**Records for the task**
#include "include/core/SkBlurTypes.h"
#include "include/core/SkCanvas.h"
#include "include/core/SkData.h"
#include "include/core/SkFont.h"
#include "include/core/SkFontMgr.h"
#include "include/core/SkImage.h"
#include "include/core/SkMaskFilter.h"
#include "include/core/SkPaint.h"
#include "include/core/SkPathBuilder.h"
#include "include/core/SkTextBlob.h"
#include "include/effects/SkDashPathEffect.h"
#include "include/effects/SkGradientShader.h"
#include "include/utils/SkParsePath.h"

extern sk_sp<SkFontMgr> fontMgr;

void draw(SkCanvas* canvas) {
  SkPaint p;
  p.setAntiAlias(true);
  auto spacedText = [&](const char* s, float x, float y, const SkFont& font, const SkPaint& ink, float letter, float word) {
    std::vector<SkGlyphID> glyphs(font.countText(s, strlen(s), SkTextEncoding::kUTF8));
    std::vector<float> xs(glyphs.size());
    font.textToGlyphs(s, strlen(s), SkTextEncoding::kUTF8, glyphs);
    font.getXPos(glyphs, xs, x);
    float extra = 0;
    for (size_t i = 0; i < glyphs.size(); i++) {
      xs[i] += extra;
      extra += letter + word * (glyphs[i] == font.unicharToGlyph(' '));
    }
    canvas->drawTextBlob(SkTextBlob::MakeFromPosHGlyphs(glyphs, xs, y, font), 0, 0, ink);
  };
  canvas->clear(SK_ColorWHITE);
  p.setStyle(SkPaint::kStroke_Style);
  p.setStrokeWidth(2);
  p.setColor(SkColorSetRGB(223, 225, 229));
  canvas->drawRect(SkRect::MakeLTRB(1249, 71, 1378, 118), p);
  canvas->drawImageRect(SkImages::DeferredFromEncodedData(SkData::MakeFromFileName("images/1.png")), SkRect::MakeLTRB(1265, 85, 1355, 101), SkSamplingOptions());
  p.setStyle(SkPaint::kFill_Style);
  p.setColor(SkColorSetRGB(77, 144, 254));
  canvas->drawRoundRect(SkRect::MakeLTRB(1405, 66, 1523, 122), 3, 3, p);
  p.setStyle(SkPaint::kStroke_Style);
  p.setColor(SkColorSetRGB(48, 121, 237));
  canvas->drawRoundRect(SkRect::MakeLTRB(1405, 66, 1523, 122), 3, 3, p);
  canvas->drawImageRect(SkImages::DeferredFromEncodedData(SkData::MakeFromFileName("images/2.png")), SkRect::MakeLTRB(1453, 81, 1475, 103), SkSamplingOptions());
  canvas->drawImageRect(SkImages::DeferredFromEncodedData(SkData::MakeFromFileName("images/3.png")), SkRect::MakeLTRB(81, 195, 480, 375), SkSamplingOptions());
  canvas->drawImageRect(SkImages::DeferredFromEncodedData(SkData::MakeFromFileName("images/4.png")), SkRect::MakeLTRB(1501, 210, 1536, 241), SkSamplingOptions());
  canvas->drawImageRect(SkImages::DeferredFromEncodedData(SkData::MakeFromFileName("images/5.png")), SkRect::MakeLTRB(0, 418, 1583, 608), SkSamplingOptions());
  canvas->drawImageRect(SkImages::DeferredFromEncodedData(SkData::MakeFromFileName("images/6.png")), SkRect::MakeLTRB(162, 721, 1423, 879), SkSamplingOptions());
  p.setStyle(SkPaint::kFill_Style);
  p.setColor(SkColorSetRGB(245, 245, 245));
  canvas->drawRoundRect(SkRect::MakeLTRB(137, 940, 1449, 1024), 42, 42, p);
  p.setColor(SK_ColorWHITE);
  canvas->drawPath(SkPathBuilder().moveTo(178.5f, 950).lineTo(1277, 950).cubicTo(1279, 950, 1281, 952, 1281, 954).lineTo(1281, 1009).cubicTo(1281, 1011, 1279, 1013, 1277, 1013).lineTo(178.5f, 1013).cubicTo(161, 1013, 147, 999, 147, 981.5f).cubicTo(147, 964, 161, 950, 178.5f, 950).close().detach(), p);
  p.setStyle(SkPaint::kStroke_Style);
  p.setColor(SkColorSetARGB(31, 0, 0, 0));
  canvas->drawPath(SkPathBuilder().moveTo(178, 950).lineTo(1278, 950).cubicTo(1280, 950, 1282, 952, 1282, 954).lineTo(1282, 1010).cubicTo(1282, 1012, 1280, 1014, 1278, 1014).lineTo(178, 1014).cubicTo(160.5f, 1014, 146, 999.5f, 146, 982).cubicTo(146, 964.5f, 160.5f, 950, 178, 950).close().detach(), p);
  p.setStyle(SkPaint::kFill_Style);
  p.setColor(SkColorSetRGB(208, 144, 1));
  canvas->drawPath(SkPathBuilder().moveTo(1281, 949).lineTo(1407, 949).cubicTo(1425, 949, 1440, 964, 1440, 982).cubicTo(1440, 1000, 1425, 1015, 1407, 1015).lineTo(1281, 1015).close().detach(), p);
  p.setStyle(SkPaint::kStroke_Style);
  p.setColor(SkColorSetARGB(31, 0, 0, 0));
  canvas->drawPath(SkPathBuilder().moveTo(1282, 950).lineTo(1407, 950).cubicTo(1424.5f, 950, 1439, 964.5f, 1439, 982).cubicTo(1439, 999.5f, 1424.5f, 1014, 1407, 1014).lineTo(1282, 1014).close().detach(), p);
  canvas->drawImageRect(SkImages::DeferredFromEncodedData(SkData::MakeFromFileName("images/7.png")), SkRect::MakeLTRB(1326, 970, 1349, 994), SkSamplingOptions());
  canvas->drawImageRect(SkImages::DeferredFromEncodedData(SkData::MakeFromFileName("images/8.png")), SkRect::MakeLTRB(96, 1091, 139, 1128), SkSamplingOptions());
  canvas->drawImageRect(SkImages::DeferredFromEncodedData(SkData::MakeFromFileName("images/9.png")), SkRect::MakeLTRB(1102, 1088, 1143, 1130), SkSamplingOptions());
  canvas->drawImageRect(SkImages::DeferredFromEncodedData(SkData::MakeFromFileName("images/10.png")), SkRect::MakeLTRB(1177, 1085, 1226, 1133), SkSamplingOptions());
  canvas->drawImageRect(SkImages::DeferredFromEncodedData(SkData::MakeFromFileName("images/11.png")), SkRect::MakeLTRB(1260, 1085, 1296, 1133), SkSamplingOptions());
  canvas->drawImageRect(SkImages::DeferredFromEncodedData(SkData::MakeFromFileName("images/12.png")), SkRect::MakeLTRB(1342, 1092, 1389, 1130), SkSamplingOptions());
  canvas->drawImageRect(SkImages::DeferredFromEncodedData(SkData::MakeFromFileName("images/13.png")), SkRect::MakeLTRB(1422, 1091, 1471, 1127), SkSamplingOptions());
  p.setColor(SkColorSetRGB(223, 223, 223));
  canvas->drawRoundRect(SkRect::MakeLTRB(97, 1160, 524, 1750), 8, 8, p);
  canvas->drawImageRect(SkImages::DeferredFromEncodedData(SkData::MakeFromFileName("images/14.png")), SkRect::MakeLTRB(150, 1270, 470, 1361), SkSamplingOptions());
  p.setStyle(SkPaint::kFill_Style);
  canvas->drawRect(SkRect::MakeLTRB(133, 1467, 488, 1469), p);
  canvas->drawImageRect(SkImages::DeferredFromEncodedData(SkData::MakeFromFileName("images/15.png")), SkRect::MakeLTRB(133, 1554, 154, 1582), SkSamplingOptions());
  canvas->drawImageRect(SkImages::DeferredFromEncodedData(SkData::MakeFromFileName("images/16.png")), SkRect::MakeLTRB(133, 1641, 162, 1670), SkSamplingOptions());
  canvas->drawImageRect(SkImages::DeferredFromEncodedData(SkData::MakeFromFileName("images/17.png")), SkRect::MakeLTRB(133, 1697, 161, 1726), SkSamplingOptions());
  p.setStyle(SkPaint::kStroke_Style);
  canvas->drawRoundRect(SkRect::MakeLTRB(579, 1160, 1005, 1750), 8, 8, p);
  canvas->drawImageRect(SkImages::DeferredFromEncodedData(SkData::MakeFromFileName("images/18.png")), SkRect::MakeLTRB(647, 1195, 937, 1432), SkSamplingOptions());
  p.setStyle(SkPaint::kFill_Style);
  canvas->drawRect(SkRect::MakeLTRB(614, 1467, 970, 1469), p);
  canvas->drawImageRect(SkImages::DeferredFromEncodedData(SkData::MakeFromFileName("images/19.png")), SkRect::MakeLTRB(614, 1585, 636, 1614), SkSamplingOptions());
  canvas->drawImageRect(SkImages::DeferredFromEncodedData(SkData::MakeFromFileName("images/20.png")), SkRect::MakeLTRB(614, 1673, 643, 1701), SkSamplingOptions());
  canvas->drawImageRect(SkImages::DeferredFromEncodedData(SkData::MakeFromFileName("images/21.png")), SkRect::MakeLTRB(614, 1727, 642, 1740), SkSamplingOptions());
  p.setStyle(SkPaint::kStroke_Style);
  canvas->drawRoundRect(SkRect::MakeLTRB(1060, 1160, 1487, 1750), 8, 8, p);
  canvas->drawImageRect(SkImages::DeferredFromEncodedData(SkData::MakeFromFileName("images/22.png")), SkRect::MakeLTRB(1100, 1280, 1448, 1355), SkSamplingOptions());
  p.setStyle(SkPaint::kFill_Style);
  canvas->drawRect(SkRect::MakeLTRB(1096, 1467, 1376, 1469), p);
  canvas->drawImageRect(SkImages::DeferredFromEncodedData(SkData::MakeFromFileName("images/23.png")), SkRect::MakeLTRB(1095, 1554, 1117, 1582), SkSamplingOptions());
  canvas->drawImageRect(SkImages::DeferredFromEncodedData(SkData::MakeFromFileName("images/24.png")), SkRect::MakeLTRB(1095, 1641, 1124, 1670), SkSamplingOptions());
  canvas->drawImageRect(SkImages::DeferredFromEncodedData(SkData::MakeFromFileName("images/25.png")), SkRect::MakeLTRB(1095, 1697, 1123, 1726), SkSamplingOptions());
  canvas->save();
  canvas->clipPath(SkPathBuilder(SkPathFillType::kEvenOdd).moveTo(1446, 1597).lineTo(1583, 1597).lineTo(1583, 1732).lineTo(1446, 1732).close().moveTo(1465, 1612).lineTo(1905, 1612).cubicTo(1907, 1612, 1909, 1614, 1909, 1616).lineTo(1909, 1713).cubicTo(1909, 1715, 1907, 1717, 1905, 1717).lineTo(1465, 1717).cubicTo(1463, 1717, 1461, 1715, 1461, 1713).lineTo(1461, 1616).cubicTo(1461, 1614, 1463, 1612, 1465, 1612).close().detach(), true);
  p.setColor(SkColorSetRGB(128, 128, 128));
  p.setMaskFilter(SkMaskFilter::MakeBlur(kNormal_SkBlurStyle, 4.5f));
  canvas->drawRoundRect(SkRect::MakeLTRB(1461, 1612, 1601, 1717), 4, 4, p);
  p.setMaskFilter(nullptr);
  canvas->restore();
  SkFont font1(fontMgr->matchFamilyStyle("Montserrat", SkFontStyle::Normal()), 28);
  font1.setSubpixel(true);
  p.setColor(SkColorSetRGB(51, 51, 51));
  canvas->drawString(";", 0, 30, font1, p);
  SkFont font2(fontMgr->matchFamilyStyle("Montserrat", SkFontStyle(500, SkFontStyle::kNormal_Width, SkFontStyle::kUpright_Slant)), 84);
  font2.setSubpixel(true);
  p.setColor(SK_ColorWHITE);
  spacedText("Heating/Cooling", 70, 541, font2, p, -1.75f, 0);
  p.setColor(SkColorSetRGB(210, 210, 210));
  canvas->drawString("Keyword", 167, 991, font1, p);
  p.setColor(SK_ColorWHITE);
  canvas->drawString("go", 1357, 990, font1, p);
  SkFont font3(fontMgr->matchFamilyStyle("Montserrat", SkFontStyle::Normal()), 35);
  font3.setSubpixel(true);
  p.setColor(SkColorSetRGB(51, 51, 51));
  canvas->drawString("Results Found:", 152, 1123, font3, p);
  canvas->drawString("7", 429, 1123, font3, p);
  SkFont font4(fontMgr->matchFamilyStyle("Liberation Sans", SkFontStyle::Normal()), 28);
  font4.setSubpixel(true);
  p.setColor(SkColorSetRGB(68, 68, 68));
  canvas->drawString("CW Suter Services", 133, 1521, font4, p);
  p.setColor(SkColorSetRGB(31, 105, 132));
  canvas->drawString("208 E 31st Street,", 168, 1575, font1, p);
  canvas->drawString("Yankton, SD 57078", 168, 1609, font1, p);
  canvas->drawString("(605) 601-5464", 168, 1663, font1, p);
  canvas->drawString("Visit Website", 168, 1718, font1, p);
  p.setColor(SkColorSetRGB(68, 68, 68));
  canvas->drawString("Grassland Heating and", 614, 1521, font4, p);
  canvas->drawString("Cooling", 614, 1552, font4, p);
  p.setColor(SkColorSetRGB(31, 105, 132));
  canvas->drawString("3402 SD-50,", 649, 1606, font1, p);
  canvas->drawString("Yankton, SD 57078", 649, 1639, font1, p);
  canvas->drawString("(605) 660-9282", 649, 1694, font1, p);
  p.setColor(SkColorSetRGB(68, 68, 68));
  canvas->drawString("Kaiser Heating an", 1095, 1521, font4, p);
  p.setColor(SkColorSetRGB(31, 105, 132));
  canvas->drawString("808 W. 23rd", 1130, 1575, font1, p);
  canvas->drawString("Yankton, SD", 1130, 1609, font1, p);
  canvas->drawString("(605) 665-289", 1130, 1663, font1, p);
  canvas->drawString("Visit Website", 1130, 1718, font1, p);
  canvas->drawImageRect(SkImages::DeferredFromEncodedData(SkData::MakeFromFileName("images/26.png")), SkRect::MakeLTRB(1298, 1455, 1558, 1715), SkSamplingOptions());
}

**About this exercise**
Give only the number of lines in the data that hold the word "size".

**Answer space**
2